REQUIRED ACTION
Please reproduce the records exactly, leaving out any pictures.

[Stored data]

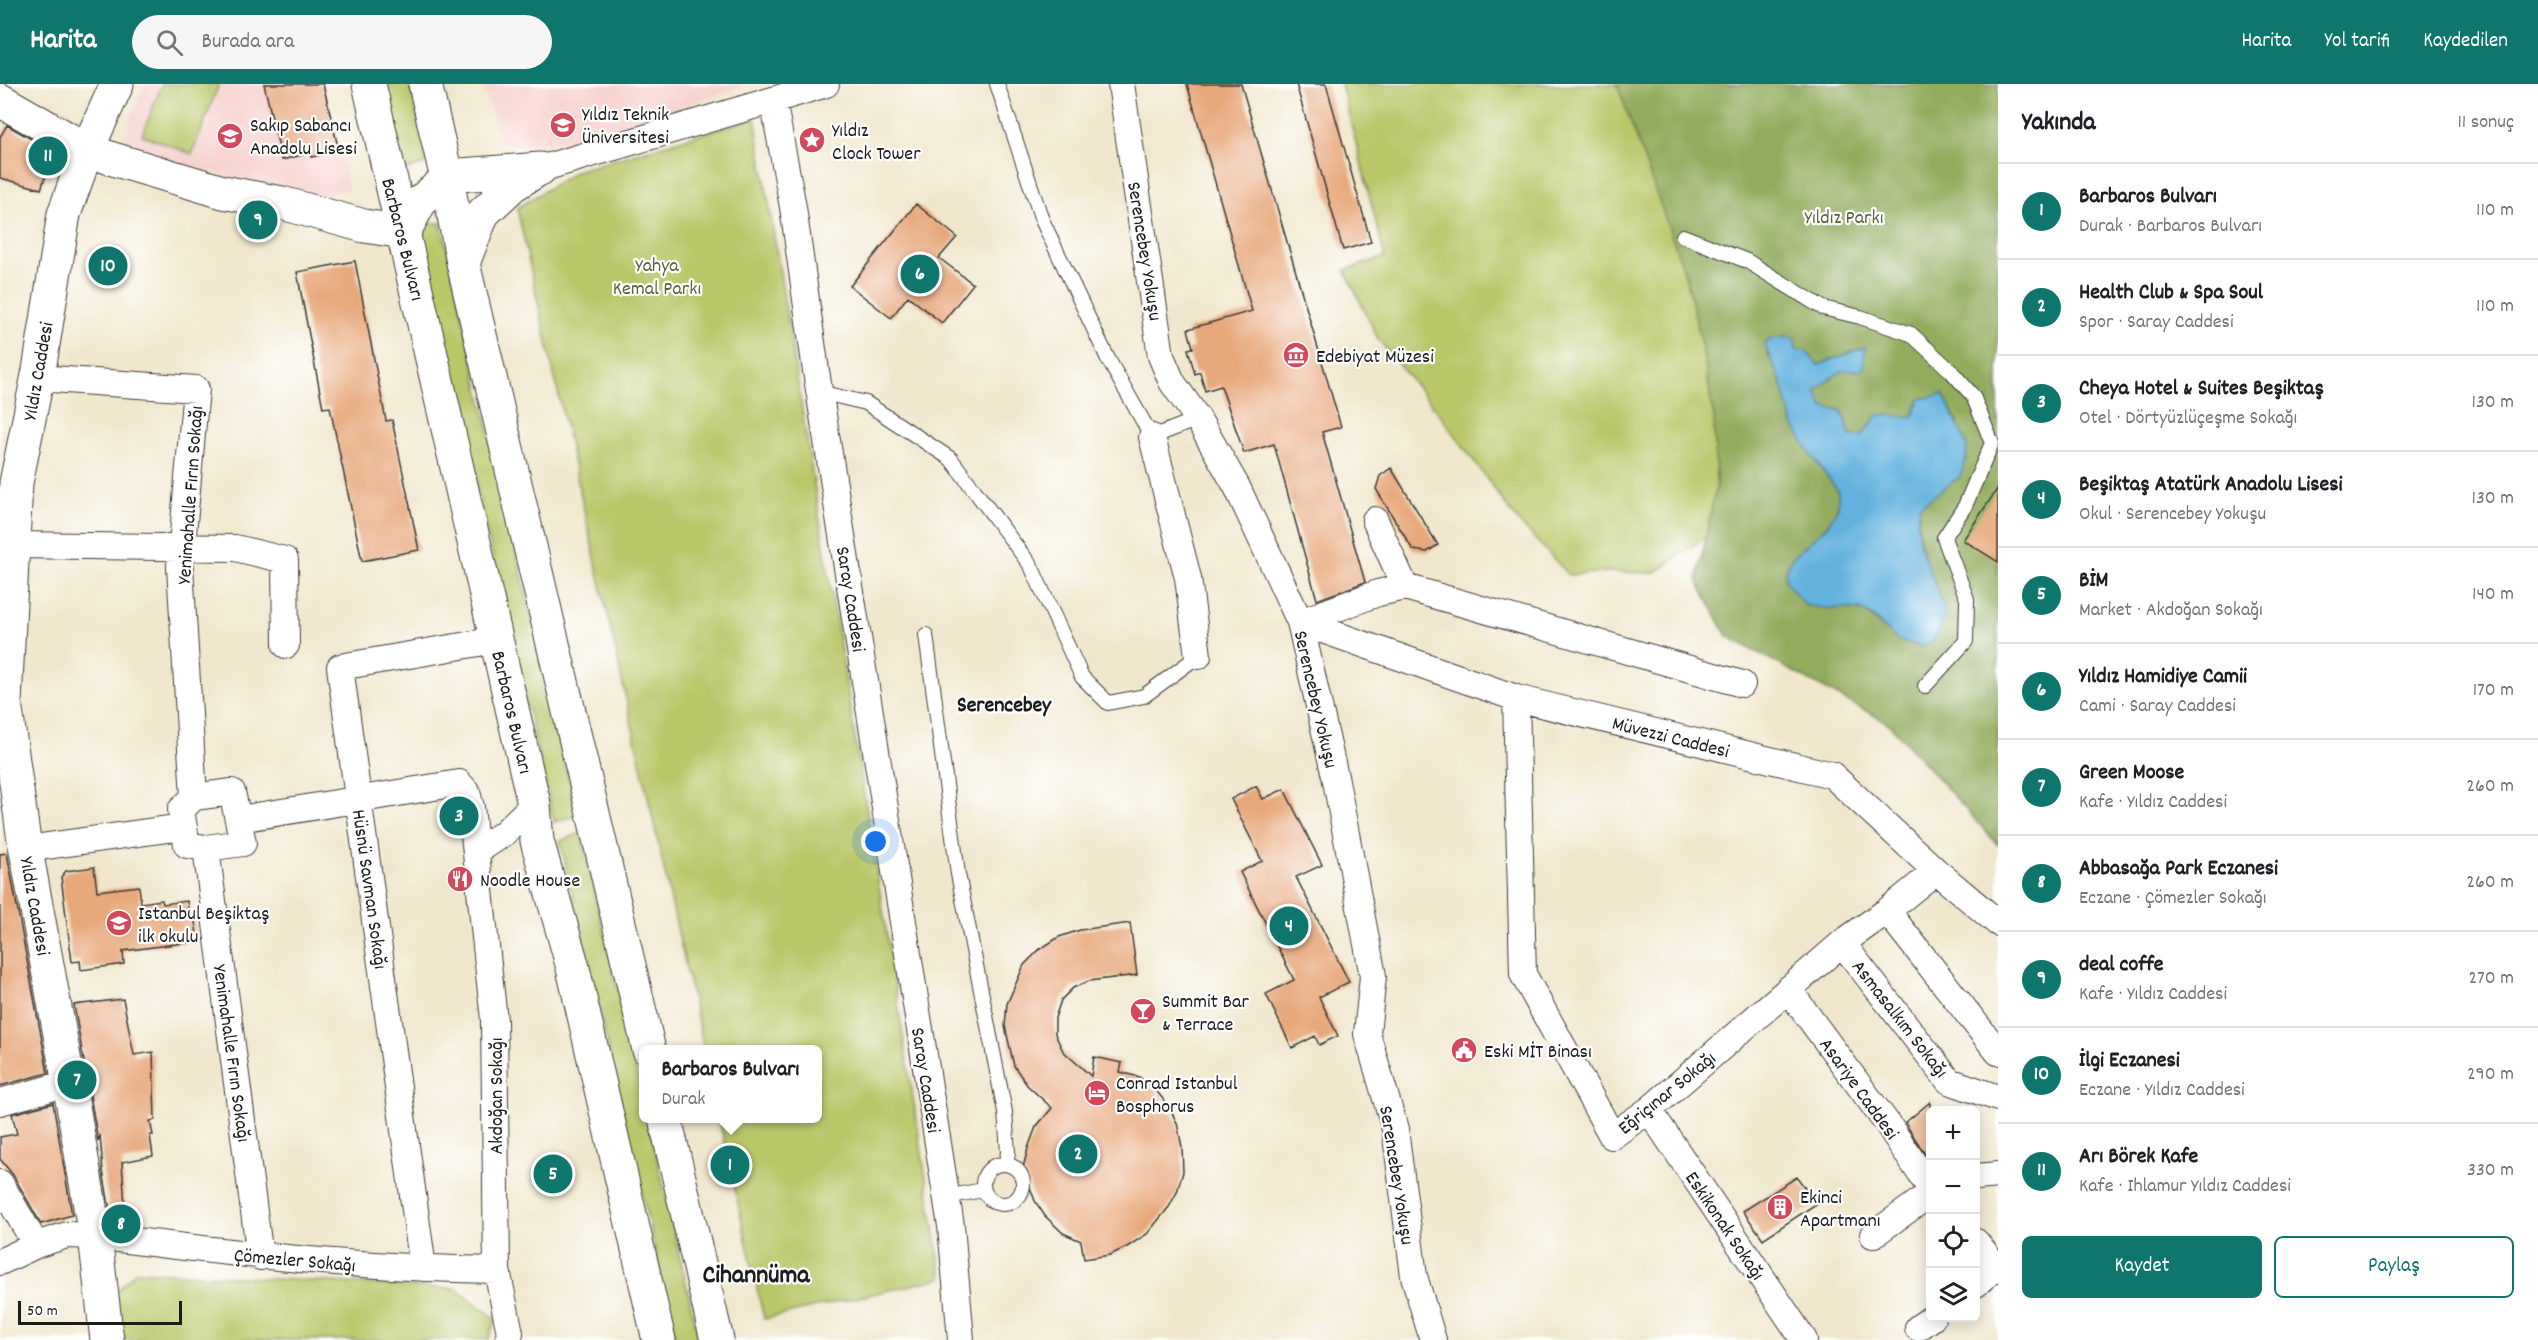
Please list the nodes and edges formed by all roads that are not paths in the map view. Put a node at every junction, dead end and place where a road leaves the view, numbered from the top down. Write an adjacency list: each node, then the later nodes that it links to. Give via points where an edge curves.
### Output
1 (117, 84): 9 (main road, Yıldız Caddesi)
2 (369, 84): 12 (main road, Barbaros Bulvarı)
3 (425, 84): 11 (main road)
4 (997, 84): 18 (lane, via 1042,220 1108,359)
5 (1121, 84): 17 (street, Serencebey Yokuşu, via 1161,356 1172,382)
6 (816, 86): 8 (street)
7 (0, 100): 9 (main road)
8 (773, 100): 10 (street); 16 (street, Saray Caddesi, via 793,207)
9 (87, 150): 12 (main road, via 223,192); 15 (main road, Yıldız Caddesi, via 64,214)
10 (540, 169): 11 (main road); 14 (main road, via 513,185 483,213)
11 (447, 179): 12 (main road, via 420,202); 14 (main road)
12 (404, 232): 26 (main road, Barbaros Bulvarı)
13 (1683, 236): 30 (lane, via 1747,261 1823,308 1911,334 1973,396 1992,443 1965,506 1944,538 1967,599 1966,640)
14 (463, 263): 45 (main road)
15 (37, 378): 20 (main road, Yıldız Caddesi, via 16,483); 21 (street, Yenimahalle Fırın Sokağı, via 196,389)
16 (819, 392): 28 (lane, via 866,403 951,459 1031,566 1082,677 1108,703 1144,696); 58 (street, Saray Caddesi)
17 (1198, 420): 18 (lane); 24 (street, Serencebey Yokuşu, via 1237,487)
18 (1152, 437): 28 (street, via 1188,578)
19 (1375, 519): 22 (street)
20 (13, 545): 21 (street); 23 (main road, Yıldız Caddesi)
21 (182, 549): 27 (street, via 235,548 285,560); 32 (street, Yenimahalle Fırın Sokağı)
22 (1405, 587): 24 (street); 29 (street)
23 (5, 604): 38 (main road, Yıldız Caddesi, via 5,702)
24 (1300, 622): 31 (street, Müvezzi Caddesi); 75 (street, Serencebey Yokuşu, via 1336,781 1373,976 1367,1034 1395,1129 1414,1276)
25 (926, 635): 52 (lane, via 958,874 1005,1112)
26 (496, 640): 33 (street, Hüsnü Savman Sokağı, via 340,667); 34 (main road, Barbaros Bulvarı)
27 (286, 645)
28 (1198, 656)
29 (1742, 684)
30 (1925, 686)
31 (1516, 698): 40 (street, Müvezzi Caddesi, via 1832,775); 50 (street, Eğriçınar Sokağı, via 1523,974 1612,1136)
32 (194, 796): 35 (street, via 232,792); 36 (street, via 181,810)
33 (358, 799): 35 (street); 39 (street, Akdoğan Sokağı, via 459,783 467,792); 66 (street, Hüsnü Savman Sokağı)
34 (534, 804): 39 (street, via 503,834); 72 (main road, Barbaros Bulvarı, via 537,841 572,964)
35 (238, 819): 37 (street, via 243,843)
36 (182, 827): 37 (street, via 187,845); 38 (street)
37 (206, 848): 64 (street, Yenimahalle Fırın Sokağı)
38 (26, 849): 47 (main road, Yıldız Caddesi)
39 (477, 851): 68 (street, Akdoğan Sokağı, via 495,1020)
40 (1936, 871): 41 (street, Eğriçınar Sokağı); 42 (street, Müvezzi Caddesi)
41 (1887, 911): 43 (street, Eğriçınar Sokağı); 46 (street)
42 (1998, 923)
43 (1842, 943): 44 (street, Eğriçınar Sokağı); 48 (street, Asmasalkım Sokağı, via 1949,1081)
44 (1788, 989): 50 (street, Eğriçınar Sokağı); 55 (street, Asariye Caddesi)
45 (648, 1045)
46 (1998, 1052)
47 (69, 1083): 49 (street); 61 (main road, Yıldız Caddesi)
48 (1998, 1098)
49 (0, 1102)
50 (1649, 1110): 76 (street, Eskikonak Sokağı)
51 (666, 1123): 73 (main road)
52 (1006, 1164): 57 (lane, via 988,1171); 57 (lane, via 1021,1175 1020,1195 1010,1203 996,1203)
53 (1998, 1174): 54 (street)
54 (1980, 1176)
55 (1926, 1182)
56 (0, 1183): 62 (street)
57 (984, 1190): 58 (lane)
58 (946, 1197): 74 (street, Saray Caddesi)
59 (1926, 1197): 60 (street)
60 (1873, 1235)
61 (94, 1236): 62 (street, Çömezler Sokağı, via 67,1235); 64 (street, Çömezler Sokağı); 70 (main road, Yıldız Caddesi)
62 (36, 1245): 65 (street, Çömezler Sokağı)
63 (1980, 1247): 67 (street)
64 (260, 1257): 66 (street, Çömezler Sokağı)
65 (0, 1262)
66 (423, 1268): 68 (street, Çömezler Sokağı)
67 (1997, 1268): 69 (street)
68 (496, 1270): 71 (street, Akdoğan Sokağı, via 510,1332)
69 (1980, 1281)
70 (107, 1340)
71 (508, 1340)
72 (659, 1340)
73 (717, 1340)
74 (962, 1340)
75 (1433, 1340)
76 (1804, 1340)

ANSWER TO THIS EXERCISE
Please list the nodes and edges formed by all roads that are not paths in the map view. Put a node at every junction, dead end and place where a road leaves the view, numbered from the top down. Write an adjacency list: each node, then the later nodes that it links to. Give via points where an edge curves.
### Output
1 (117, 84): 9 (main road, Yıldız Caddesi)
2 (369, 84): 12 (main road, Barbaros Bulvarı)
3 (425, 84): 11 (main road)
4 (997, 84): 18 (lane, via 1042,220 1108,359)
5 (1121, 84): 17 (street, Serencebey Yokuşu, via 1161,356 1172,382)
6 (816, 86): 8 (street)
7 (0, 100): 9 (main road)
8 (773, 100): 10 (street); 16 (street, Saray Caddesi, via 793,207)
9 (87, 150): 12 (main road, via 223,192); 15 (main road, Yıldız Caddesi, via 64,214)
10 (540, 169): 11 (main road); 14 (main road, via 513,185 483,213)
11 (447, 179): 12 (main road, via 420,202); 14 (main road)
12 (404, 232): 26 (main road, Barbaros Bulvarı)
13 (1683, 236): 30 (lane, via 1747,261 1823,308 1911,334 1973,396 1992,443 1965,506 1944,538 1967,599 1966,640)
14 (463, 263): 45 (main road)
15 (37, 378): 20 (main road, Yıldız Caddesi, via 16,483); 21 (street, Yenimahalle Fırın Sokağı, via 196,389)
16 (819, 392): 28 (lane, via 866,403 951,459 1031,566 1082,677 1108,703 1144,696); 58 (street, Saray Caddesi)
17 (1198, 420): 18 (lane); 24 (street, Serencebey Yokuşu, via 1237,487)
18 (1152, 437): 28 (street, via 1188,578)
19 (1375, 519): 22 (street)
20 (13, 545): 21 (street); 23 (main road, Yıldız Caddesi)
21 (182, 549): 27 (street, via 235,548 285,560); 32 (street, Yenimahalle Fırın Sokağı)
22 (1405, 587): 24 (street); 29 (street)
23 (5, 604): 38 (main road, Yıldız Caddesi, via 5,702)
24 (1300, 622): 31 (street, Müvezzi Caddesi); 75 (street, Serencebey Yokuşu, via 1336,781 1373,976 1367,1034 1395,1129 1414,1276)
25 (926, 635): 52 (lane, via 958,874 1005,1112)
26 (496, 640): 33 (street, Hüsnü Savman Sokağı, via 340,667); 34 (main road, Barbaros Bulvarı)
27 (286, 645)
28 (1198, 656)
29 (1742, 684)
30 (1925, 686)
31 (1516, 698): 40 (street, Müvezzi Caddesi, via 1832,775); 50 (street, Eğriçınar Sokağı, via 1523,974 1612,1136)
32 (194, 796): 35 (street, via 232,792); 36 (street, via 181,810)
33 (358, 799): 35 (street); 39 (street, Akdoğan Sokağı, via 459,783 467,792); 66 (street, Hüsnü Savman Sokağı)
34 (534, 804): 39 (street, via 503,834); 72 (main road, Barbaros Bulvarı, via 537,841 572,964)
35 (238, 819): 37 (street, via 243,843)
36 (182, 827): 37 (street, via 187,845); 38 (street)
37 (206, 848): 64 (street, Yenimahalle Fırın Sokağı)
38 (26, 849): 47 (main road, Yıldız Caddesi)
39 (477, 851): 68 (street, Akdoğan Sokağı, via 495,1020)
40 (1936, 871): 41 (street, Eğriçınar Sokağı); 42 (street, Müvezzi Caddesi)
41 (1887, 911): 43 (street, Eğriçınar Sokağı); 46 (street)
42 (1998, 923)
43 (1842, 943): 44 (street, Eğriçınar Sokağı); 48 (street, Asmasalkım Sokağı, via 1949,1081)
44 (1788, 989): 50 (street, Eğriçınar Sokağı); 55 (street, Asariye Caddesi)
45 (648, 1045)
46 (1998, 1052)
47 (69, 1083): 49 (street); 61 (main road, Yıldız Caddesi)
48 (1998, 1098)
49 (0, 1102)
50 (1649, 1110): 76 (street, Eskikonak Sokağı)
51 (666, 1123): 73 (main road)
52 (1006, 1164): 57 (lane, via 988,1171); 57 (lane, via 1021,1175 1020,1195 1010,1203 996,1203)
53 (1998, 1174): 54 (street)
54 (1980, 1176)
55 (1926, 1182)
56 (0, 1183): 62 (street)
57 (984, 1190): 58 (lane)
58 (946, 1197): 74 (street, Saray Caddesi)
59 (1926, 1197): 60 (street)
60 (1873, 1235)
61 (94, 1236): 62 (street, Çömezler Sokağı, via 67,1235); 64 (street, Çömezler Sokağı); 70 (main road, Yıldız Caddesi)
62 (36, 1245): 65 (street, Çömezler Sokağı)
63 (1980, 1247): 67 (street)
64 (260, 1257): 66 (street, Çömezler Sokağı)
65 (0, 1262)
66 (423, 1268): 68 (street, Çömezler Sokağı)
67 (1997, 1268): 69 (street)
68 (496, 1270): 71 (street, Akdoğan Sokağı, via 510,1332)
69 (1980, 1281)
70 (107, 1340)
71 (508, 1340)
72 (659, 1340)
73 (717, 1340)
74 (962, 1340)
75 (1433, 1340)
76 (1804, 1340)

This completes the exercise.